Zynga Shamelessly Rips Off 'Tiny Tower' With Canadian Release of 'Dream Heights' - fcoury
http://toucharcade.com/2012/01/24/zynga-shamelessly-rips-off-tiny-tower-with-canadian-release-of-dream-heights/

======
amored
This is business as usual for Zynga.

"They would sit and look at competitive products and write down all the
features and make it obvious to us," the designer says. One contractor says he
was offered freelance work from Zynga, related to mimicking a competitor's
application, with explicit instructions: "Copy that game."
[http://blogs.sfweekly.com/thesnitch/2010/09/zynga_pincus_cop...](http://blogs.sfweekly.com/thesnitch/2010/09/zynga_pincus_copy_games.php)

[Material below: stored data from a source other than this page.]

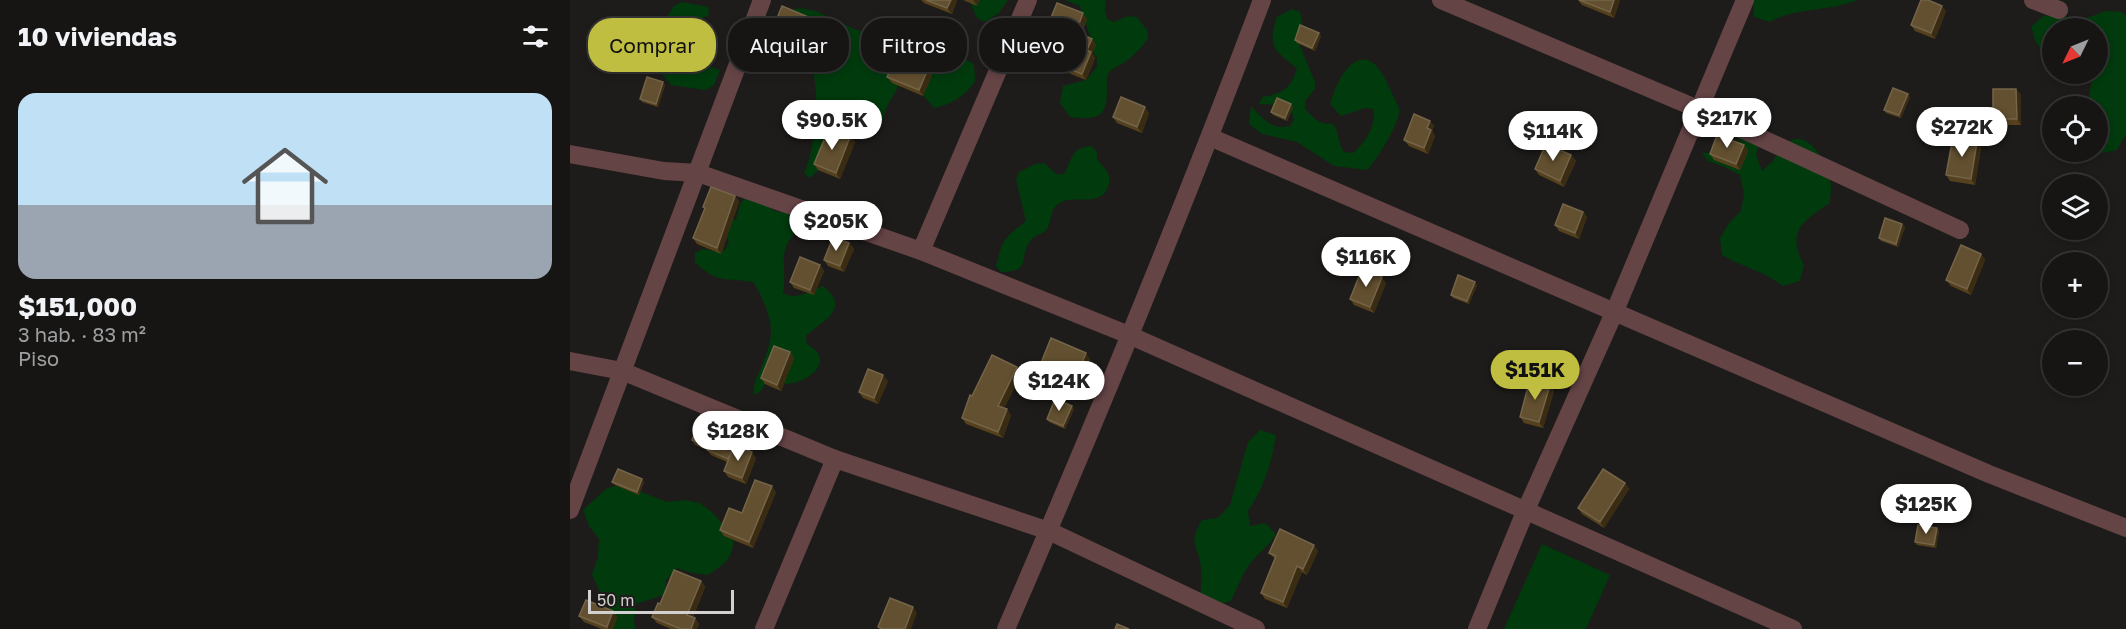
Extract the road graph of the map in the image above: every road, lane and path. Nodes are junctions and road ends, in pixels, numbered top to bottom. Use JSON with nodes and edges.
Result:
{"nodes":[{"id":1,"x":762,"y":0,"type":"edge"},
{"id":2,"x":1028,"y":0,"type":"edge"},
{"id":3,"x":1262,"y":0,"type":"edge"},
{"id":4,"x":1441,"y":0,"type":"edge"},
{"id":5,"x":1745,"y":0,"type":"edge"},
{"id":6,"x":2033,"y":0,"type":"edge"},
{"id":7,"x":2059,"y":10,"type":"dead end"},
{"id":8,"x":1698,"y":109,"type":"junction"},
{"id":9,"x":1210,"y":137,"type":"junction"},
{"id":10,"x":570,"y":154,"type":"edge"},
{"id":11,"x":698,"y":173,"type":"junction"},
{"id":12,"x":1960,"y":230,"type":"dead end"},
{"id":13,"x":921,"y":250,"type":"junction"},
{"id":14,"x":1614,"y":313,"type":"junction"},
{"id":15,"x":1129,"y":335,"type":"junction"},
{"id":16,"x":570,"y":361,"type":"edge"},
{"id":17,"x":622,"y":371,"type":"junction"},
{"id":18,"x":835,"y":459,"type":"junction"},
{"id":19,"x":570,"y":510,"type":"edge"},
{"id":20,"x":1525,"y":512,"type":"junction"},
{"id":21,"x":2126,"y":528,"type":"edge"},
{"id":22,"x":1049,"y":531,"type":"junction"},
{"id":23,"x":1247,"y":627,"type":"edge"},
{"id":24,"x":764,"y":629,"type":"edge"},
{"id":25,"x":1006,"y":629,"type":"edge"},
{"id":26,"x":1478,"y":629,"type":"edge"},
{"id":27,"x":1793,"y":629,"type":"edge"}],
"edges":[{"from":1,"to":11,"type":"street"},
{"from":2,"to":13,"type":"street"},
{"from":3,"to":9,"type":"street"},
{"from":4,"to":8,"type":"street"},
{"from":5,"to":8,"type":"street"},
{"from":6,"to":7,"type":"street"},
{"from":8,"to":12,"type":"street"},
{"from":8,"to":14,"type":"street"},
{"from":9,"to":14,"type":"street"},
{"from":9,"to":15,"type":"street"},
{"from":10,"to":11,"type":"street"},
{"from":11,"to":13,"type":"street"},
{"from":11,"to":17,"type":"street"},
{"from":13,"to":15,"type":"street"},
{"from":14,"to":20,"type":"street"},
{"from":14,"to":21,"type":"street"},
{"from":15,"to":20,"type":"street"},
{"from":15,"to":22,"type":"street"},
{"from":16,"to":17,"type":"street"},
{"from":17,"to":18,"type":"street"},
{"from":17,"to":19,"type":"street"},
{"from":18,"to":22,"type":"street"},
{"from":18,"to":24,"type":"street"},
{"from":20,"to":26,"type":"street"},
{"from":20,"to":27,"type":"street"},
{"from":22,"to":23,"type":"street"},
{"from":22,"to":25,"type":"street"}]}
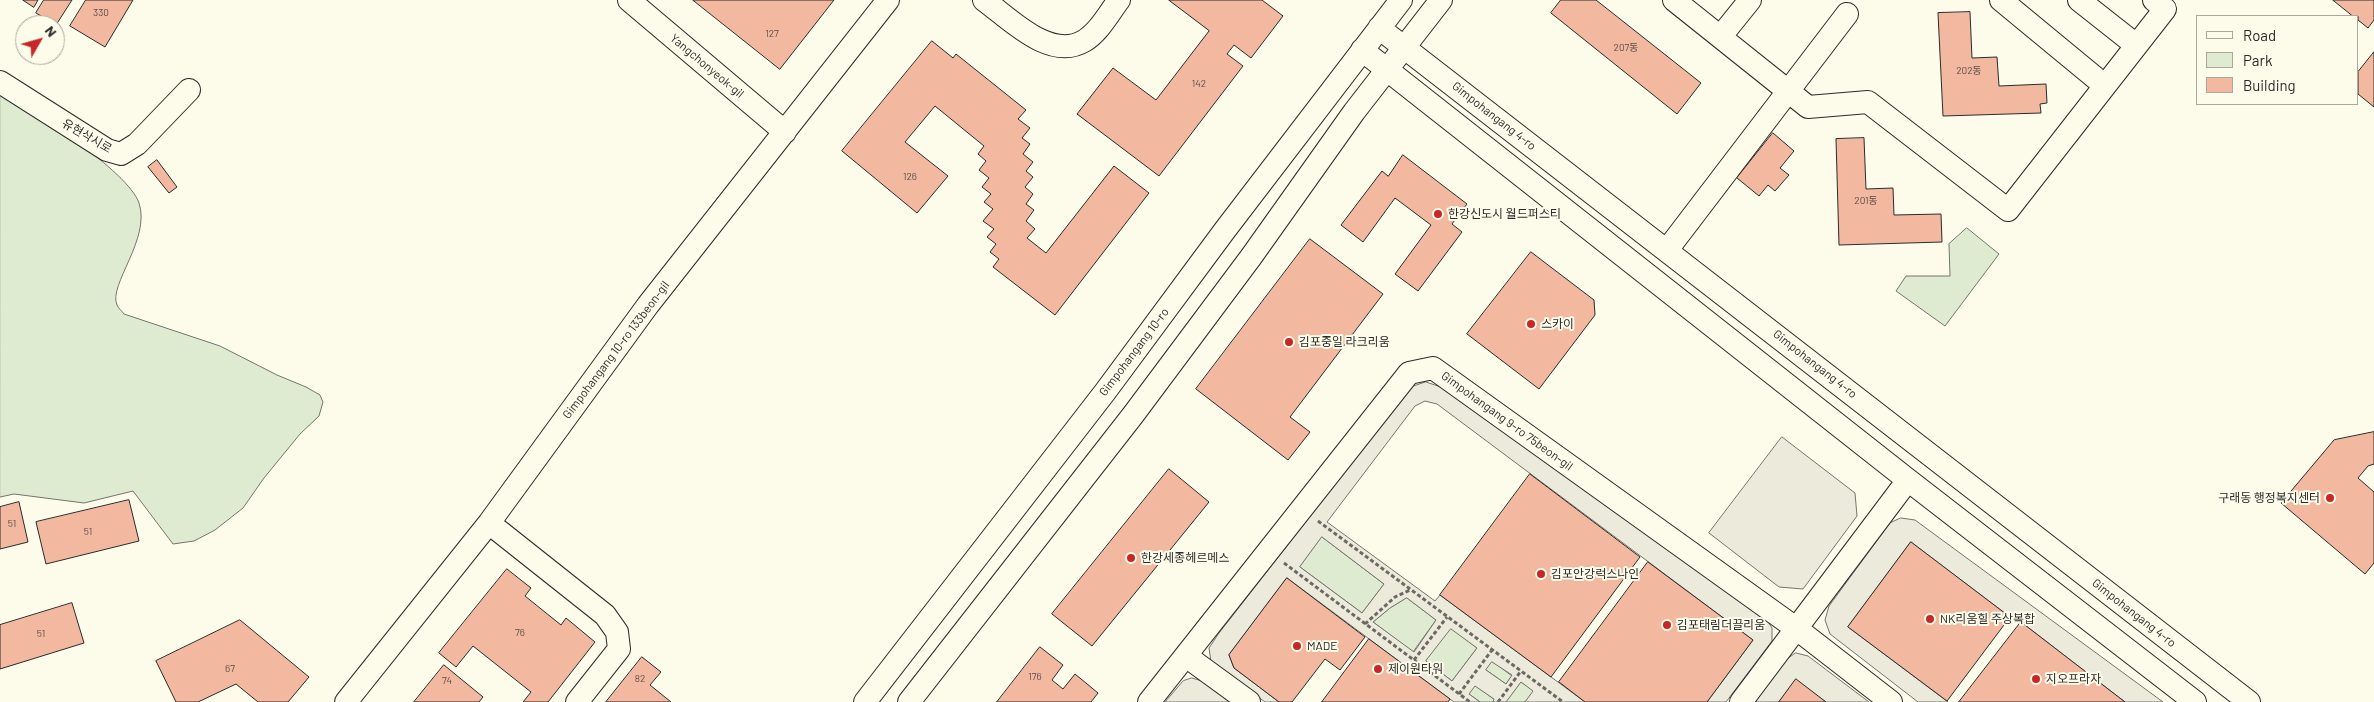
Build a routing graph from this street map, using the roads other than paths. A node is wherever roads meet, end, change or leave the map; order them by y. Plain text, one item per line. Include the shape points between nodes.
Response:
1 (629, 0) edge
2 (888, 0) edge
3 (984, 0) edge
4 (1120, 0) edge
5 (1401, 0) edge
6 (1441, 0) edge
7 (1674, 0) edge
8 (1750, 0) edge
9 (2001, 0) edge
10 (2079, 0) edge
11 (2154, 0) edge
12 (1847, 14) dead end
13 (1379, 28) junction
14 (1721, 36) junction
15 (2136, 45) junction
16 (1404, 46) junction
17 (1362, 50) junction
18 (1386, 68) junction
19 (0, 82) edge
20 (2104, 85) junction
21 (188, 90) dead end
22 (1788, 91) junction
23 (785, 132) junction
24 (1667, 250) junction
25 (1908, 480) junction
26 (489, 523) junction
27 (1797, 629) junction
28 (1186, 656) junction
29 (346, 702) edge
30 (577, 702) edge
31 (865, 702) edge
32 (909, 702) edge
33 (1149, 702) edge
34 (1249, 702) edge
35 (1741, 702) edge
36 (1891, 702) edge
37 (2195, 702) edge
38 (2249, 702) edge

1 - 23 street, Yangchonyeok-gil
2 - 23 street, Gimpohangang 10-ro 133beon-gil
3 - 4 street via 1040,40 1064,47 1085,40
5 - 13 street, Gimpohangang 10-ro
6 - 16 street
7 - 14 street
8 - 14 street
9 - 20 street
10 - 15 street
11 - 15 street via 2165,9
12 - 22 street
13 - 16 street, Gimpohangang 4-ro
13 - 17 street, Gimpohangang 10-ro
14 - 22 street
15 - 20 street
16 - 18 street
16 - 24 street, Gimpohangang 4-ro
17 - 18 street
17 - 31 street, Gimpohangang 10-ro via 1106,392
18 - 25 street
18 - 32 street via 1240,273
19 - 21 street, 유현삭시로 via 107,150 121,154 137,144
20 - 22 street via 2008,210 1868,102 1808,107
22 - 24 street
23 - 26 street, Gimpohangang 10-ro 133beon-gil via 648,305
24 - 38 street, Gimpohangang 4-ro
25 - 27 street
25 - 37 street
26 - 29 street, Gimpohangang 10-ro 133beon-gil
26 - 30 street via 605,615 617,632 619,649
27 - 28 street, Gimpohangang 9-ro 75beon-gil via 1433,368 1409,373
27 - 35 street
27 - 36 street, Gimpohangang 9-ro 75beon-gil
28 - 33 street, Gimpohangang 9-ro 75beon-gil
28 - 34 street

Pincus was heard yelling at employees, "I don't fucking want innovation.
You're not smarter than your competitor. Just copy what they do and do it
until you get their numbers."
<http://www.sfweekly.com/2010-09-08/news/farmvillains/>

More examples: [http://www.businessinsider.com/how-zynga-is-just-like-
micros...](http://www.businessinsider.com/how-zynga-is-just-like-
microsoft-2010-1)

------
wdewind
Honestly, this isn't really even that bad. There are a ton of games ripped off
of Zynga that are MUCH closer to the Zynga assets.

You could argue Tiny Tower ripped off Sim Tower etc.

The whole thing is stupid. We all stand on the shoulders of giants, even other
giants.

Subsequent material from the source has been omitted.